Deputy prosecutor Jerry Costello was well on his way to ousting sitting Judge Beverly Grant in one of the five contested races Tuesday, and Stan Rumbaugh held a sizeable lead against Helen Whitener in a battle of two attorneys seeking an open seat.
Three incumbents – Stephanie Arend, Kathryn Nelson and Vicki Hogan – looked like they would hold onto their jobs for four more years.
The county’s 22 Superior Court judges preside over felony criminal cases, divorces and high-dollar civil disputes, among other duties. They make about $150,000 per year.

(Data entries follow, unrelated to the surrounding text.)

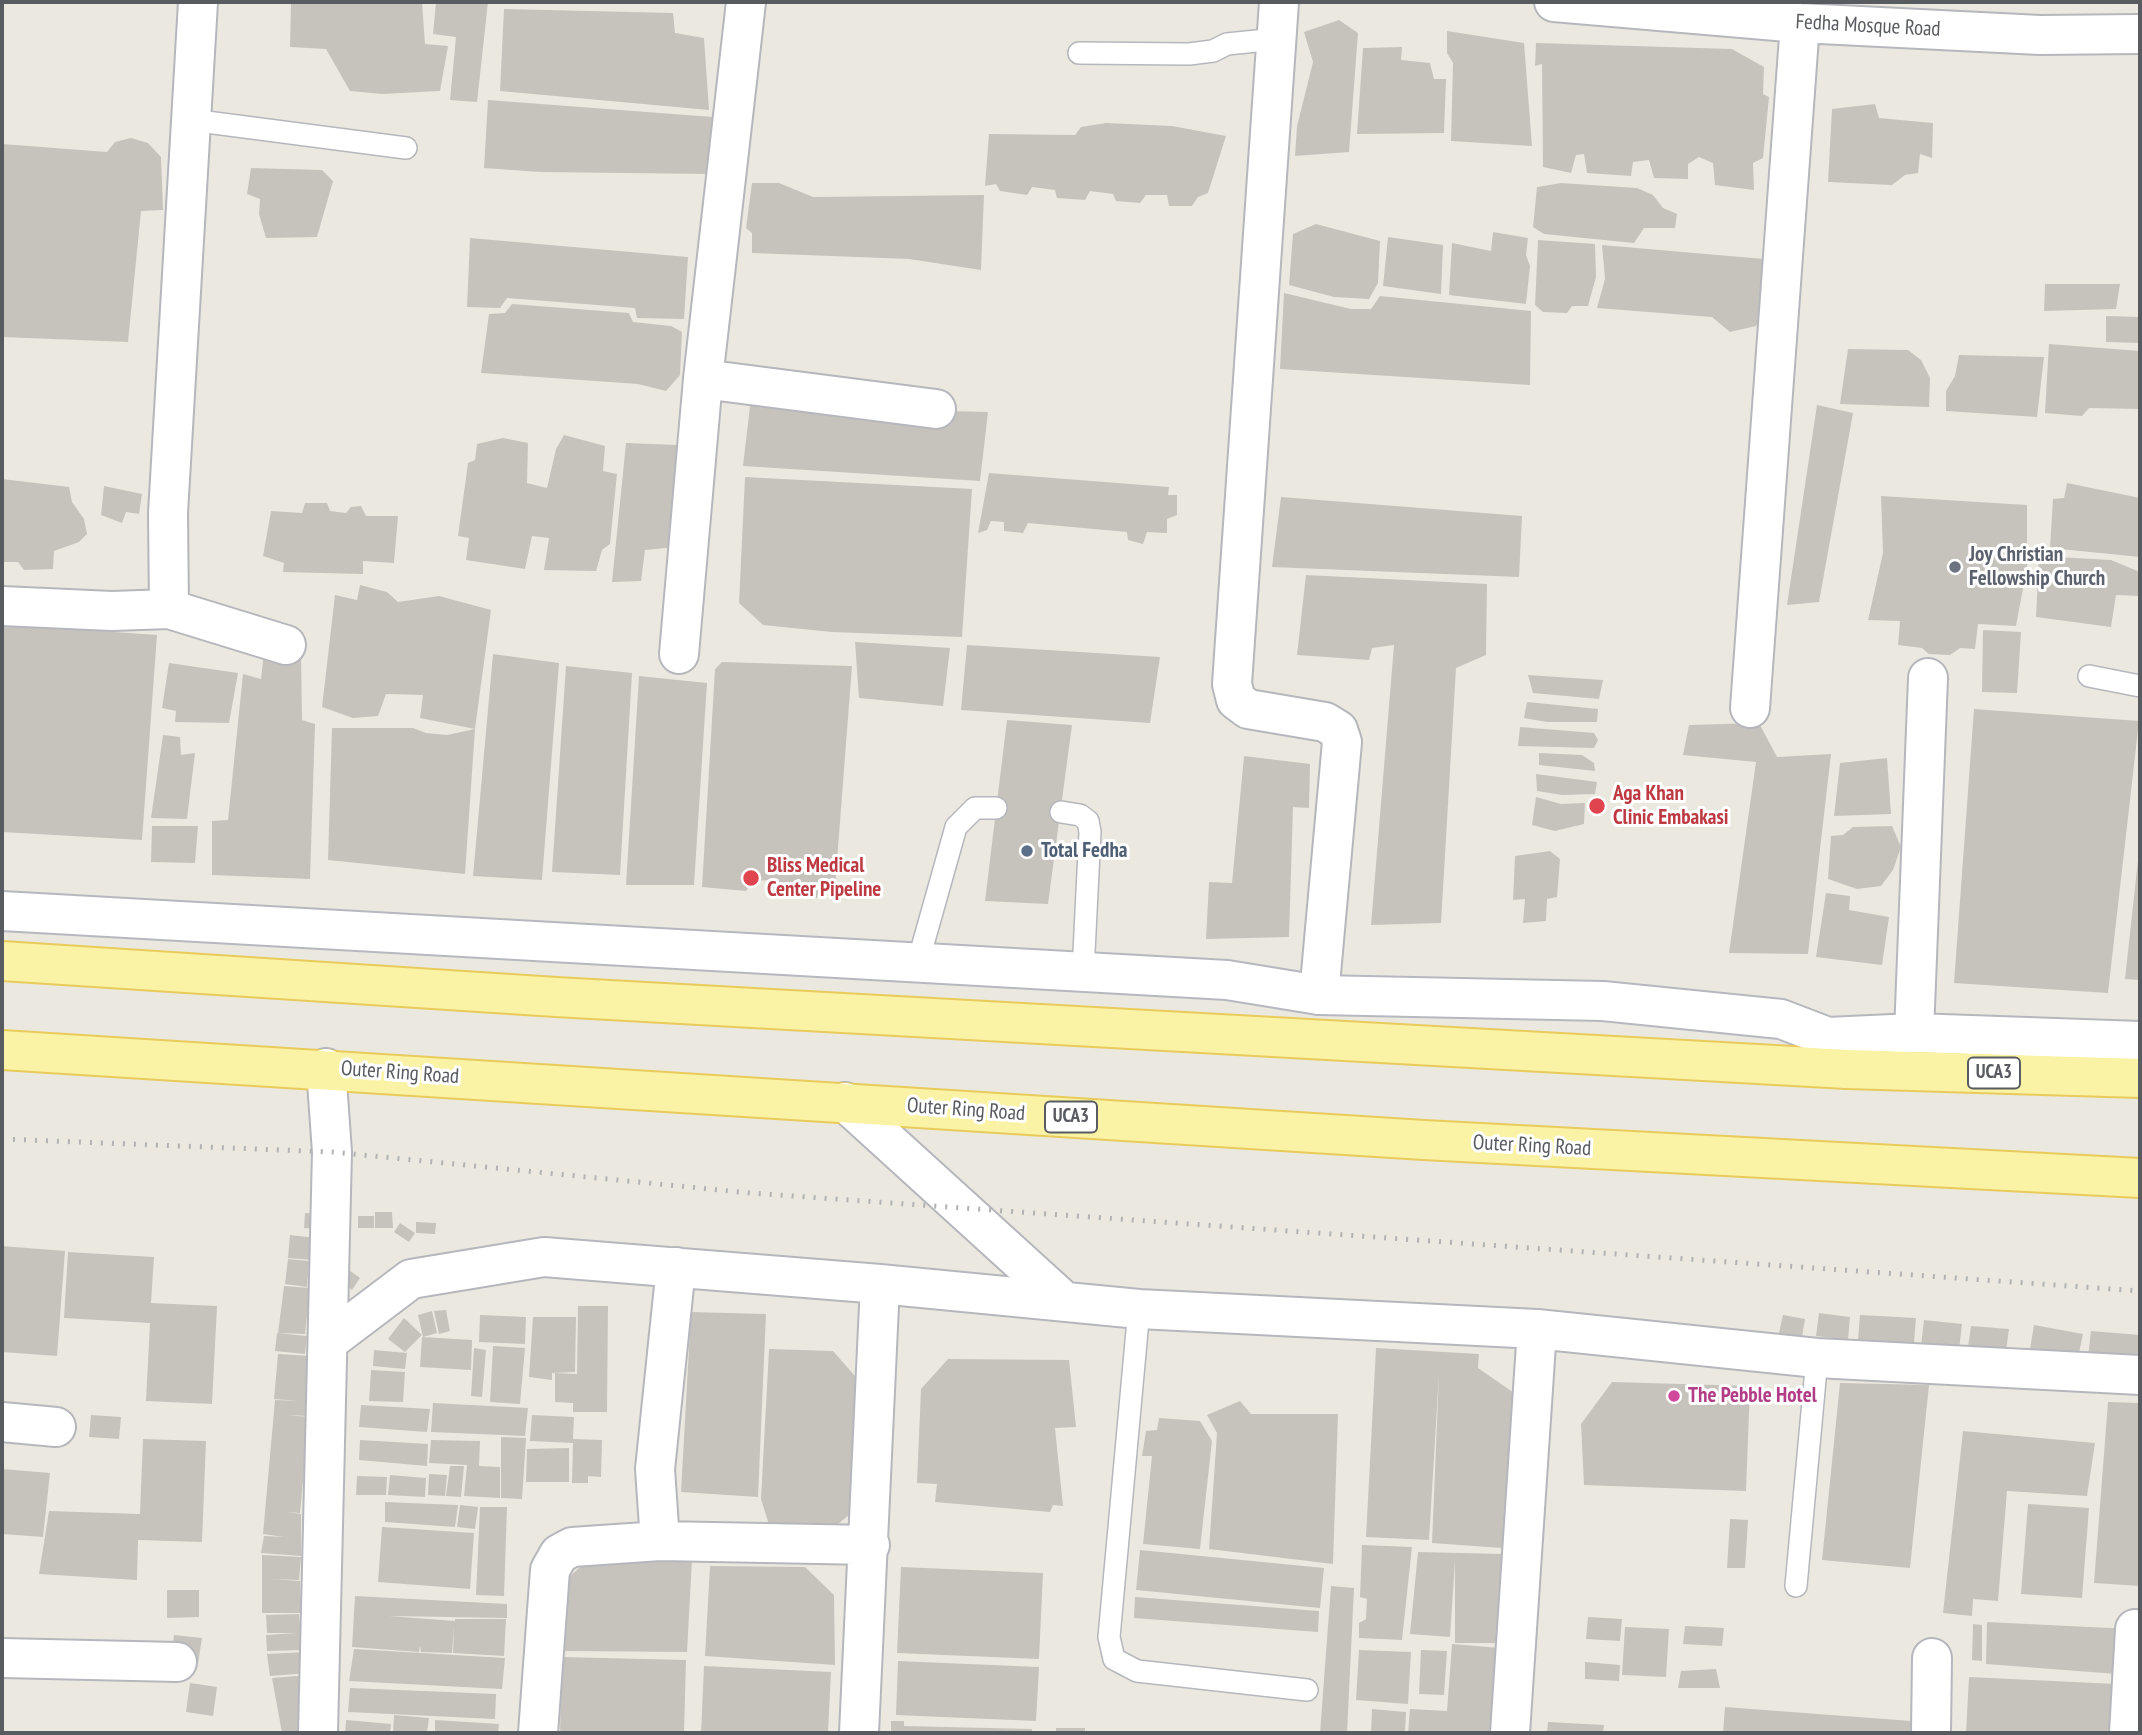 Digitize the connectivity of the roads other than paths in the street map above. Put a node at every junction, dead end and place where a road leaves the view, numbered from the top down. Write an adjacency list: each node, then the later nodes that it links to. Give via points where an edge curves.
1 (198, 2): 9 (street)
2 (746, 2): 11 (street)
3 (1279, 2): 7 (street)
4 (1553, 2): 5 (street, Fedha Mosque Road)
5 (1800, 23): 6 (street, Fedha Mosque Road, via 2040,35); 20 (street)
6 (2140, 34)
7 (1276, 39): 8 (lane, via 1189,54); 27 (street, via 1233,684 1236,700 1248,709 1325,722 1338,730 1342,742)
8 (1079, 53)
9 (191, 120): 10 (lane); 14 (street, via 168,513)
10 (406, 148)
11 (703, 379): 12 (street); 16 (street)
12 (936, 409)
13 (2, 606): 14 (street)
14 (169, 609): 15 (street)
15 (286, 645)
16 (678, 654)
17 (2089, 676): 19 (lane)
18 (1928, 678): 28 (street)
19 (2140, 686)
20 (1750, 708)
21 (996, 808): 25 (lane, via 975,808 956,827)
22 (1061, 812): 26 (lane, via 1080,815 1088,821 1090,832)
23 (2, 911): 25 (street, UCA3)
24 (2, 961): 31 (main road, UCA3, via 556,997)
25 (918, 962): 26 (street, UCA3)
26 (1083, 972): 27 (street, UCA3, via 1227,980)
27 (1319, 995): 31 (street, UCA3, via 1603,1001 1782,1020)
28 (1914, 1033): 29 (street); 31 (street)
29 (2140, 1041)
30 (2, 1050): 32 (main road, Outer Ring Road / UCA3)
31 (1838, 1053): 33 (main road, UCA3)
32 (327, 1068): 34 (main road, Outer Ring Road / UCA3); 41 (street, via 332,1152)
33 (2140, 1078)
34 (845, 1102): 35 (main road, Outer Ring Road / UCA3, via 1438,1141); 38 (street)
35 (2140, 1178)
36 (676, 1267): 37 (street); 41 (street, via 544,1257 411,1279); 46 (street, via 655,1469)
37 (880, 1284): 38 (street); 47 (street)
38 (1065, 1302): 39 (street)
39 (1139, 1310): 40 (street); 53 (lane, via 1109,1637 1114,1659 1137,1671)
40 (1536, 1329): 42 (street); 57 (street)
41 (329, 1340): 54 (street)
42 (1817, 1358): 43 (street); 48 (lane)
43 (2140, 1375)
44 (2, 1422): 45 (street)
45 (55, 1427)
46 (660, 1541): 47 (street); 55 (street, via 572,1547 559,1554 550,1570)
47 (870, 1545): 56 (street)
48 (1796, 1586)
49 (2135, 1629): 59 (street)
50 (2, 1658): 52 (street)
51 (1931, 1658): 58 (street)
52 (177, 1662)
53 (1307, 1690)
54 (318, 1733)
55 (538, 1733)
56 (859, 1733)
57 (1510, 1733)
58 (1931, 1733)
59 (2129, 1733)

Costello declared early for the Deprtment 7 seat upon learning that incumbent Frederick Fleming planned to retire. It looked like Costello would be unopposed until filing week, when Grant decided to abandon her current seat in Department 18 to challenge him.
Costello raised five times as much campaign money as Grant, totaling more than $100,000, and won endorsements from his boss, Prosecutor Mark Lindquist, as well as Sheriff Paul Pastor, County Council chairwoman Joyce McDonald and others.
Costello, a long-serving government lawyer, was seeking his first judgeship. He made an issue of Grant’s poor showing in the most recent evaluation of Superior Court judges by the Tacoma-Pierce County Bar Association.
Costello called unacceptable the fact that 61 percent of the lawyers who took part in the survey said they didn’t think they could get a fair and competent hearing in Grant’s court.
“I’m humbled to be able to represent the public on the bench,” Costello said Tuesday evening.
Grant, first appointed to the bench in 2003, said she jumped seats to make sure voters had a choice and campaigned on her judicial experience and African-American heritage, saying it was an asset on the predominantly white bench.
Efforts to reach Grant for comment Tuesday were unsuccessful.
In the race for Grant’s Department 18 seat, longtime civil attorney Rumbaugh faced off against criminal-defense expert Whitener in a race of two attorneys seeking their first seat on the bench.
Rumbaugh said during the campaign that his 33-year law career made him ideally suited to be a judge, and voters appeared to be agreeing with him.
In the other races, Arend easily was fending off a challenge from attorney Antoni Froehling in the race for Department 12; Hogan was ahead of former chief public defender Jack Hill in the Department 5 contest; and Nelson held a sizeable lead over local attorney James Schoenberger in the Department 13 race.